Now what if your child does get into his first choice school? This too, has pitfalls. First of all, many parents are so relieved and genuinely excited that they broadcast their child's successful admission to other parents and children. This can be extremely hurtful to others who may not be as fortunate as your child was. In addition, when low-key excitement crosses the line into bragging, it can actually backfire and hurt your child in the long run:

Michael was overwhelmed with excitement when his son, Edward got accepted into a well known school for children who are intellectually gifted. He told everyone he could think of, often putting his arm around his son and bringing him into the conversation. Loudly and frequently, he broadcast how smart his son was. Although the short term effects of this behavior initially made Edward feel proud and important, he soon began to wonder if he'd be able to make it in this new school. Self-doubt crept in, and he would lie awake at night wondering if he really was "smart enough." When school began, Edward discovered, as all children will, that he had both strengths and weaknesses, thus, while he got A's in many subjects, he also received B's. Although B is a perfectly acceptable grade, because Michael had bragged about Edward's brilliance, Edward berated himself for getting "lousy grades" and began to call himself stupid. This self-talk fueled a gradually declining sense of self-esteem, and Edward's grades began to slip in all areas until his father finally got him into counseling where he could examine the negative cycle he'd gotten caught in and make some different choices.
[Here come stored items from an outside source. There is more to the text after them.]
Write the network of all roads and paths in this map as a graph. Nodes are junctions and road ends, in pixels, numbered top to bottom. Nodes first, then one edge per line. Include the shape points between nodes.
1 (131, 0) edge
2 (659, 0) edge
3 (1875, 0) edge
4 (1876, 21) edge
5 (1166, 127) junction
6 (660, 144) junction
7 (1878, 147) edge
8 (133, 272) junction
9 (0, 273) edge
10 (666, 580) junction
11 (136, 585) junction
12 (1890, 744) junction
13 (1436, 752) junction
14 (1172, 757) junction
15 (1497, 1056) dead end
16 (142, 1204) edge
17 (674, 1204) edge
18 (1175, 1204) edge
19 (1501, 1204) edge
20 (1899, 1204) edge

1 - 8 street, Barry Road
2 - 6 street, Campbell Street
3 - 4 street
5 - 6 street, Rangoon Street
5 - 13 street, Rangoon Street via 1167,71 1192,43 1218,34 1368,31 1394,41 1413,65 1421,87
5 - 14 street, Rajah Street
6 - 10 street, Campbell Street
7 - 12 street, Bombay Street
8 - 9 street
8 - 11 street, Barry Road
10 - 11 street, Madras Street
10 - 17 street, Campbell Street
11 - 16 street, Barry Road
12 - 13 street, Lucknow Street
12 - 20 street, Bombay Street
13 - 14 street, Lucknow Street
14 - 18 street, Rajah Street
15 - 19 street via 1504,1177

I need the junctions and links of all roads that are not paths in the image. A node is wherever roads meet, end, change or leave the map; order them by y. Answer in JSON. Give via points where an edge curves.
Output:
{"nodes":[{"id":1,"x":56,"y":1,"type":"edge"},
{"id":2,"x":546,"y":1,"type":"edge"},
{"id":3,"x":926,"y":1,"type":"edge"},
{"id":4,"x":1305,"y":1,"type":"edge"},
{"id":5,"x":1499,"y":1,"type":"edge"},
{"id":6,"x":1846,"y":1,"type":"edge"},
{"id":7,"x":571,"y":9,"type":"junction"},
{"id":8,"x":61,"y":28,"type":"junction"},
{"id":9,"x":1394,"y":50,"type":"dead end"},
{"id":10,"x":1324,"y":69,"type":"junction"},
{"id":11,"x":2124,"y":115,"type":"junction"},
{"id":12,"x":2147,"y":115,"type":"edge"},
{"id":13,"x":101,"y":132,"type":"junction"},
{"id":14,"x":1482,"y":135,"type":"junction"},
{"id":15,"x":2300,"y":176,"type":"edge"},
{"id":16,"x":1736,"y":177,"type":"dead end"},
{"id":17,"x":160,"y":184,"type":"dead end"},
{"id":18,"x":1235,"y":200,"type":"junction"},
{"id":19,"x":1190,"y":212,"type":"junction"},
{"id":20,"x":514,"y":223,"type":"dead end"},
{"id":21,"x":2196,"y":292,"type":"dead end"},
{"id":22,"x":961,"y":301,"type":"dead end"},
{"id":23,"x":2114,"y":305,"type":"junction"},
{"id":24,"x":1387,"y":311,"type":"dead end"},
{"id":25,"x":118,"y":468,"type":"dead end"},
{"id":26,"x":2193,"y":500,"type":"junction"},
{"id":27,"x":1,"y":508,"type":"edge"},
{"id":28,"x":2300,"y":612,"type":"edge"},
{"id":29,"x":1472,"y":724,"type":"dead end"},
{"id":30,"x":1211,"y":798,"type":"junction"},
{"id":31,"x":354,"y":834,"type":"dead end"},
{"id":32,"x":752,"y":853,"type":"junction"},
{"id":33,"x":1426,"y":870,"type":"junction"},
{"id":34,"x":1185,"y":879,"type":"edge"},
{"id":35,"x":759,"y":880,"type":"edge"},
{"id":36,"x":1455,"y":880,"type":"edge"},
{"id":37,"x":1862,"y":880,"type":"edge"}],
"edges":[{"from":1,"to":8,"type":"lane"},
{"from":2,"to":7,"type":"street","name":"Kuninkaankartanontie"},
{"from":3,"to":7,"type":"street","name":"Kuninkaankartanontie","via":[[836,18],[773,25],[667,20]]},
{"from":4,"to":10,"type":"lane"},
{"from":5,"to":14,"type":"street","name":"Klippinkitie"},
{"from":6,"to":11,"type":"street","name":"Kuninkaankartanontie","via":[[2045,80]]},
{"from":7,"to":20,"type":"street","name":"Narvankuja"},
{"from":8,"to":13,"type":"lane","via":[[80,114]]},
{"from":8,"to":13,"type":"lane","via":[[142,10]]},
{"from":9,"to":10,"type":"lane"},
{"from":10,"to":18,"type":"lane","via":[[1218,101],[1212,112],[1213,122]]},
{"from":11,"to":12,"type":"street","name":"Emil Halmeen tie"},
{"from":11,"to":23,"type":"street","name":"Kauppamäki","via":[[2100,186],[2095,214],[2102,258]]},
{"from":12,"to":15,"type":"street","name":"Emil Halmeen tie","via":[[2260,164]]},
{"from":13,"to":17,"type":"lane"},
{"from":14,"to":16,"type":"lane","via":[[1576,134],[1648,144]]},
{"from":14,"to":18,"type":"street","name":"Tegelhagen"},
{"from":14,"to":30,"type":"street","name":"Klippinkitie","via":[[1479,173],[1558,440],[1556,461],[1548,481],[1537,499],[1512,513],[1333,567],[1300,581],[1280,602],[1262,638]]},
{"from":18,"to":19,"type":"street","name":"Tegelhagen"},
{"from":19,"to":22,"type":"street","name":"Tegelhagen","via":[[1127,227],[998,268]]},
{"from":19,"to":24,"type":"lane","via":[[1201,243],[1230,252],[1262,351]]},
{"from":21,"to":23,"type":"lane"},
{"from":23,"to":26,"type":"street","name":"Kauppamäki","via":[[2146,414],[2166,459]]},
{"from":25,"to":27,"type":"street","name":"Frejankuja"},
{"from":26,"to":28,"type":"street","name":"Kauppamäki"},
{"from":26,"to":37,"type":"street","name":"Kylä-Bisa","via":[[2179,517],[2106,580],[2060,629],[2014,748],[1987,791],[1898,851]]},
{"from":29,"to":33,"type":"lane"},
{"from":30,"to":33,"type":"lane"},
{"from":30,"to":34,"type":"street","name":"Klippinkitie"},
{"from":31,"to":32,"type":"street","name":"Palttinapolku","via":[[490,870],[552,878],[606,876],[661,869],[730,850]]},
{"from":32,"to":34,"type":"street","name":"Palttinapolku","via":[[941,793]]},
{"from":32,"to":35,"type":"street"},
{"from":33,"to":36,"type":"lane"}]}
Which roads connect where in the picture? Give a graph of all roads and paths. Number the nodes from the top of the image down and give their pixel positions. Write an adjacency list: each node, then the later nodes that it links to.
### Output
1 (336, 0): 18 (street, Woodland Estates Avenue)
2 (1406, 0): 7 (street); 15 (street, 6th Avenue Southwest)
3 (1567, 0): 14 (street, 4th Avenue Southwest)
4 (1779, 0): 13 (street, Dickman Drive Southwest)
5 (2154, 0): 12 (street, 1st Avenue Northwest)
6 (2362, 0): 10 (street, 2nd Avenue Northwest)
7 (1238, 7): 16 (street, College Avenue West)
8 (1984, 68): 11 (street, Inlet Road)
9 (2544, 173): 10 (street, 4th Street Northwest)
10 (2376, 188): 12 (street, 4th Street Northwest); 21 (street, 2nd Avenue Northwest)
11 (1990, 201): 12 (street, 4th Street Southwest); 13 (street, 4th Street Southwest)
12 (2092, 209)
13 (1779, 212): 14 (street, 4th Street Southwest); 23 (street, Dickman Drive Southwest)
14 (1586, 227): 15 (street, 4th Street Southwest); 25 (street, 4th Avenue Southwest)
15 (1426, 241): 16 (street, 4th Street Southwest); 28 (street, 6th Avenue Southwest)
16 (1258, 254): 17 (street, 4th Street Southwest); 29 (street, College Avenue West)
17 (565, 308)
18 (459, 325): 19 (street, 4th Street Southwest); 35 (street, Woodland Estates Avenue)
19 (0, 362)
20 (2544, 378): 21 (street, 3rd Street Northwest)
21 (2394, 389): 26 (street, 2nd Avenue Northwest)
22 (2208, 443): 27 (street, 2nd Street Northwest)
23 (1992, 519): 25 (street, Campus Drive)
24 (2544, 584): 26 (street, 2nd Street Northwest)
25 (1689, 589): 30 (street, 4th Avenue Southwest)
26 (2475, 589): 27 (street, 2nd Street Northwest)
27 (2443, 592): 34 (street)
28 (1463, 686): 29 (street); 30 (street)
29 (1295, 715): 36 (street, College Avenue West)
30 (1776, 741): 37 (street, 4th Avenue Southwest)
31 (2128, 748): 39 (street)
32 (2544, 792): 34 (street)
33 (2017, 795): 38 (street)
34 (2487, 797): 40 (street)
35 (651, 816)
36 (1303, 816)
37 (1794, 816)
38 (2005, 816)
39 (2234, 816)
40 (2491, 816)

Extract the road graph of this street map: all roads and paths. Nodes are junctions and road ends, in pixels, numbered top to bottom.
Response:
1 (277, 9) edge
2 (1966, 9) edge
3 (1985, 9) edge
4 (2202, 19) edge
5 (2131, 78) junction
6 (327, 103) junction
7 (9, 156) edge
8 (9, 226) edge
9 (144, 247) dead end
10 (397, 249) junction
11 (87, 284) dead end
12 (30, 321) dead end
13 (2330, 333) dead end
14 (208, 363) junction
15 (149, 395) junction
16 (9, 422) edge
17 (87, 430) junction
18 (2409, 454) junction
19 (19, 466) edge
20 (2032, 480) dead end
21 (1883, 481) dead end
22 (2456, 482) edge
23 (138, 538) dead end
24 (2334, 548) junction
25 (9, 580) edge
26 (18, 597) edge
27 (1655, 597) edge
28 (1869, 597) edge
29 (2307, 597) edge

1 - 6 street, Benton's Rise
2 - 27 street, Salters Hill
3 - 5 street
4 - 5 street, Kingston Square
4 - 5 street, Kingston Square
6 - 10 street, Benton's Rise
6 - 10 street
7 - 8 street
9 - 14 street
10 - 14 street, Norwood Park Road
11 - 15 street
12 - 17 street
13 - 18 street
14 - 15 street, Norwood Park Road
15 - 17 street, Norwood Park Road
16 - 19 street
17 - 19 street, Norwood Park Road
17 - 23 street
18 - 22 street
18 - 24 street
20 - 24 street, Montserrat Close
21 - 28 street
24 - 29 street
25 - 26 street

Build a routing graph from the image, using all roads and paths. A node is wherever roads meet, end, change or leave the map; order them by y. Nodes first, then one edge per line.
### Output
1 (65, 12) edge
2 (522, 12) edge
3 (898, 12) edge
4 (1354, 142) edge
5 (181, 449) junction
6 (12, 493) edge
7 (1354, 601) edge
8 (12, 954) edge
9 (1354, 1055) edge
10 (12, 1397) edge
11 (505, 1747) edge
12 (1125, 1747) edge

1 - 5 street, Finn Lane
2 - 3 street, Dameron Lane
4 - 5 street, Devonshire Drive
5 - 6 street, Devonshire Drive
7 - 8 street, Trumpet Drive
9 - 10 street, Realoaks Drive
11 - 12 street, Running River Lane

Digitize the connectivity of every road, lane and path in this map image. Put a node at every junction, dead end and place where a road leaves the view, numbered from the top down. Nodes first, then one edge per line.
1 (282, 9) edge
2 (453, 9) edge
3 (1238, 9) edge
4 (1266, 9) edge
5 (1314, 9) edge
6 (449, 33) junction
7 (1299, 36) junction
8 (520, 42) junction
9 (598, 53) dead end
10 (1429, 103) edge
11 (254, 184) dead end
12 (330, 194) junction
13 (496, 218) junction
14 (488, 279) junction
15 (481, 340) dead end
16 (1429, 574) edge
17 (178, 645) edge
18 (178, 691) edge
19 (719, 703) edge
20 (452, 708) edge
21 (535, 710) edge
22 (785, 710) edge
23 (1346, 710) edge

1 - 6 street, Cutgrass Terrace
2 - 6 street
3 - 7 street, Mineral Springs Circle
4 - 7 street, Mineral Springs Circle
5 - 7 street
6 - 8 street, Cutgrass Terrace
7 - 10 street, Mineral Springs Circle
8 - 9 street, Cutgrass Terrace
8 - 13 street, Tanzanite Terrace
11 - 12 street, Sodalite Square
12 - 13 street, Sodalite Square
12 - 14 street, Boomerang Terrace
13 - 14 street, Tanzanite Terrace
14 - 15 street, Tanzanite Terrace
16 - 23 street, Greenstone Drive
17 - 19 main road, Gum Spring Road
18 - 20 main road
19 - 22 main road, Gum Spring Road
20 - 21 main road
The most critical component to your child's success in school will be your enthusiasm and support of your child. The key to real success is not whether your child is going to a "top" private or public school, but whether he is surrounded at home by adults who love learning themselves. When you enter into the learning process with your child, taking time to be with him when he studies, continuing to improve yourself by reading, and showing interest and enthusiasm when he talks about what he's learning, then he will be successful, no matter what school he goes to.